(Images with pose keypoints)
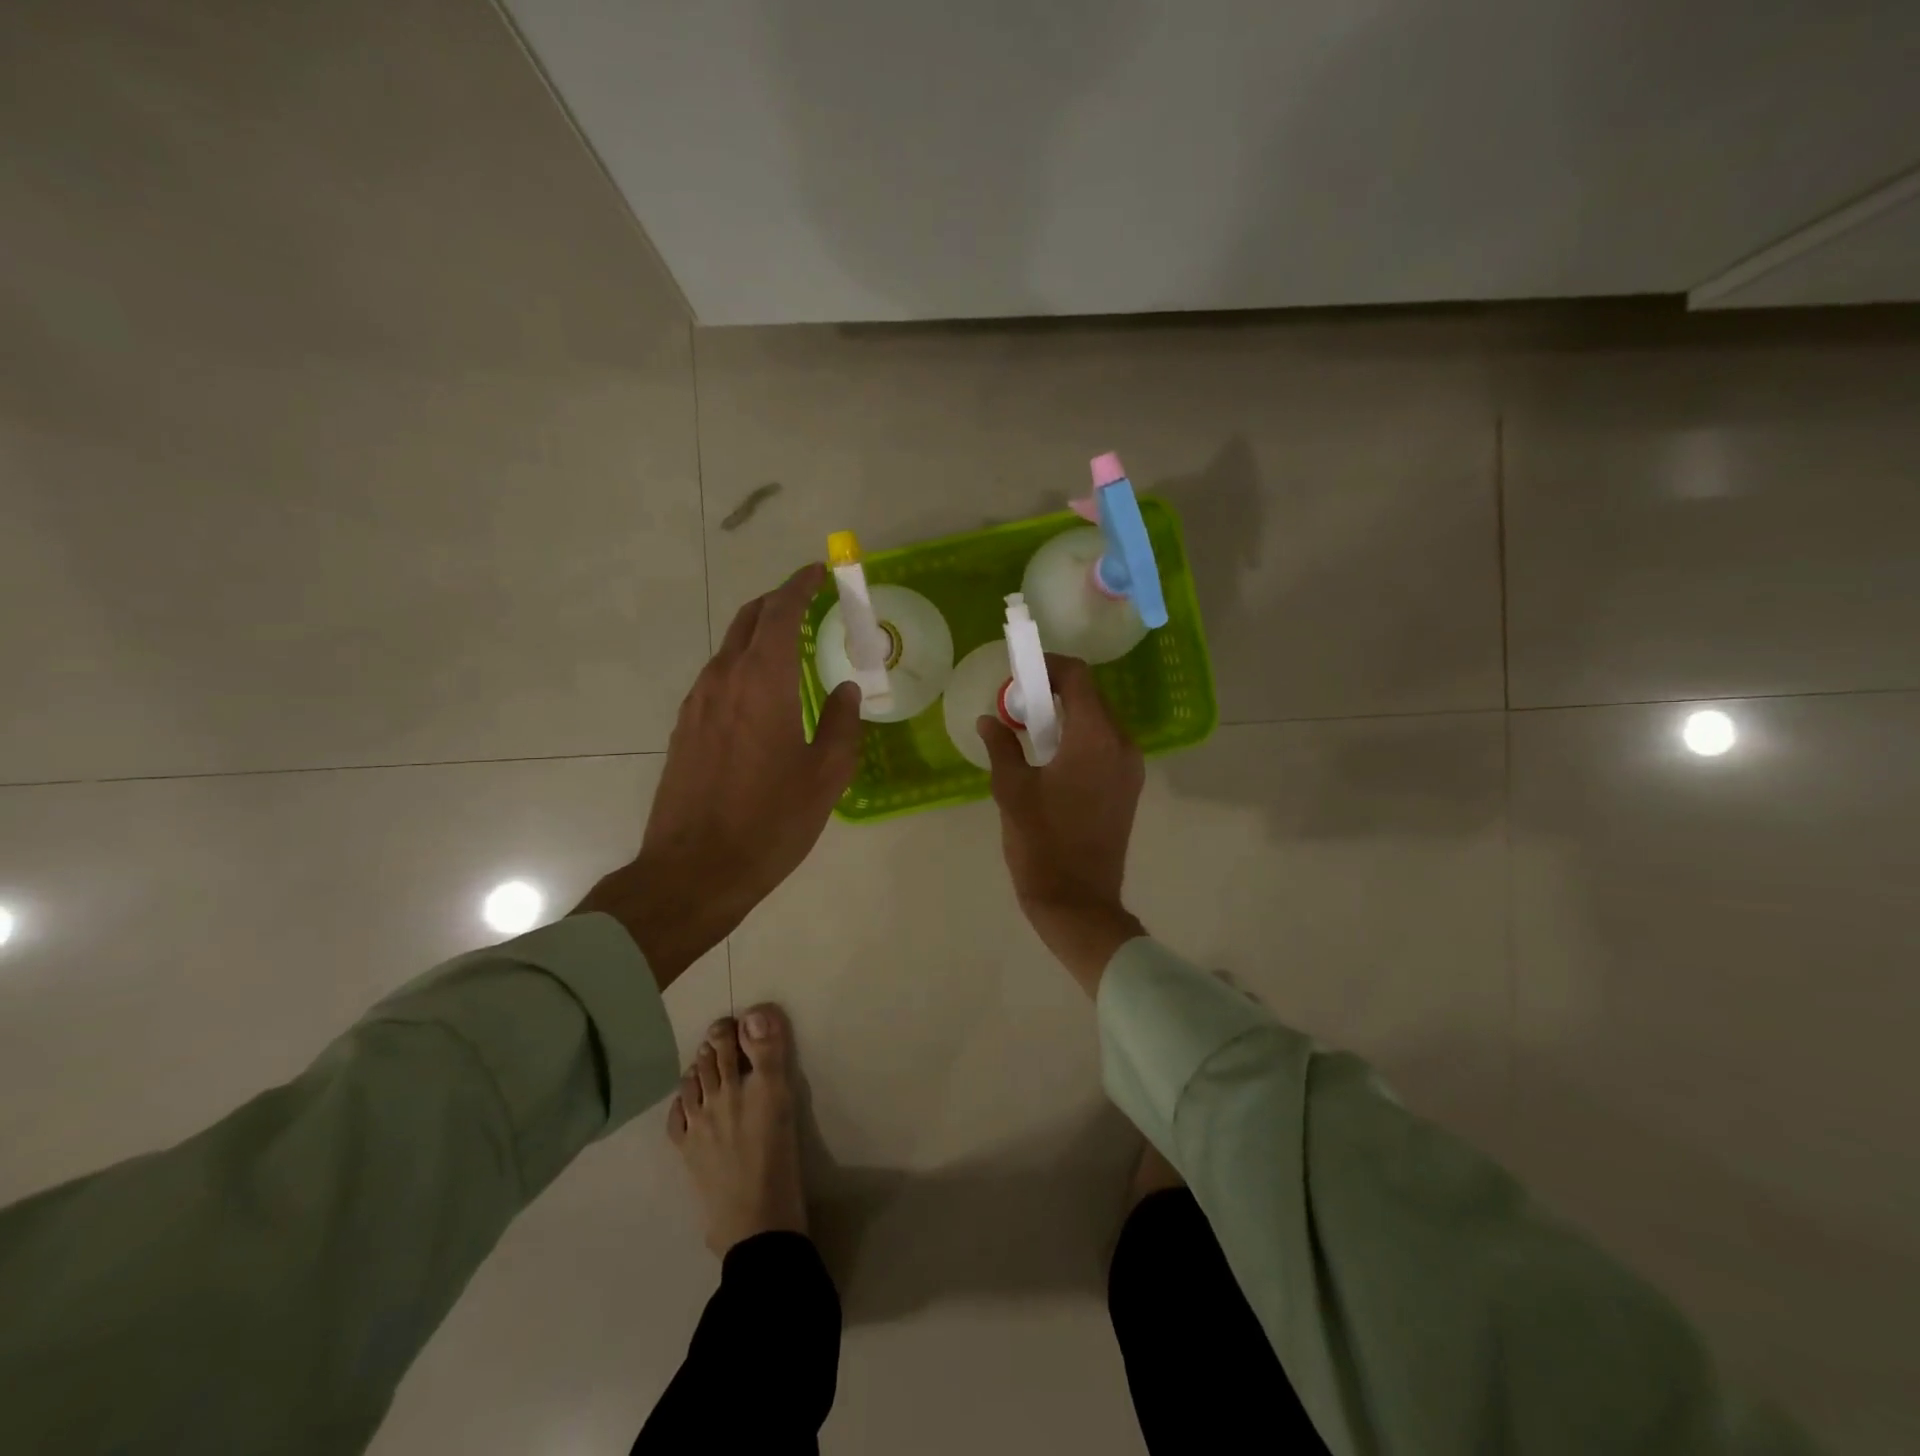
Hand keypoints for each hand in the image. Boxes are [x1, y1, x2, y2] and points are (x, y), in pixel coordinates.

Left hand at [576, 564, 861, 988]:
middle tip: (808, 601)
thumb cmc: (770, 822)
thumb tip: (846, 690)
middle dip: (778, 602)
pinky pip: (717, 677)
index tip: (820, 572)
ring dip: (759, 634)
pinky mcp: (684, 728)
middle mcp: (723, 680)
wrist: (693, 871)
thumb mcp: (826, 776)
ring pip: (729, 648)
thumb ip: (842, 725)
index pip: (780, 613)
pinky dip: (743, 664)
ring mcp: (697, 703)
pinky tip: (762, 691)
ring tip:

▶ **Task directions**
Please list every line of the records that contains "hand".

▶ **Output of the exercise**
Hand keypoints for each hand in the image. Boxes are [x1, y1, x2, y2] and points are (x, y), in pixel coordinates.
Left hand at [576, 564, 861, 988]:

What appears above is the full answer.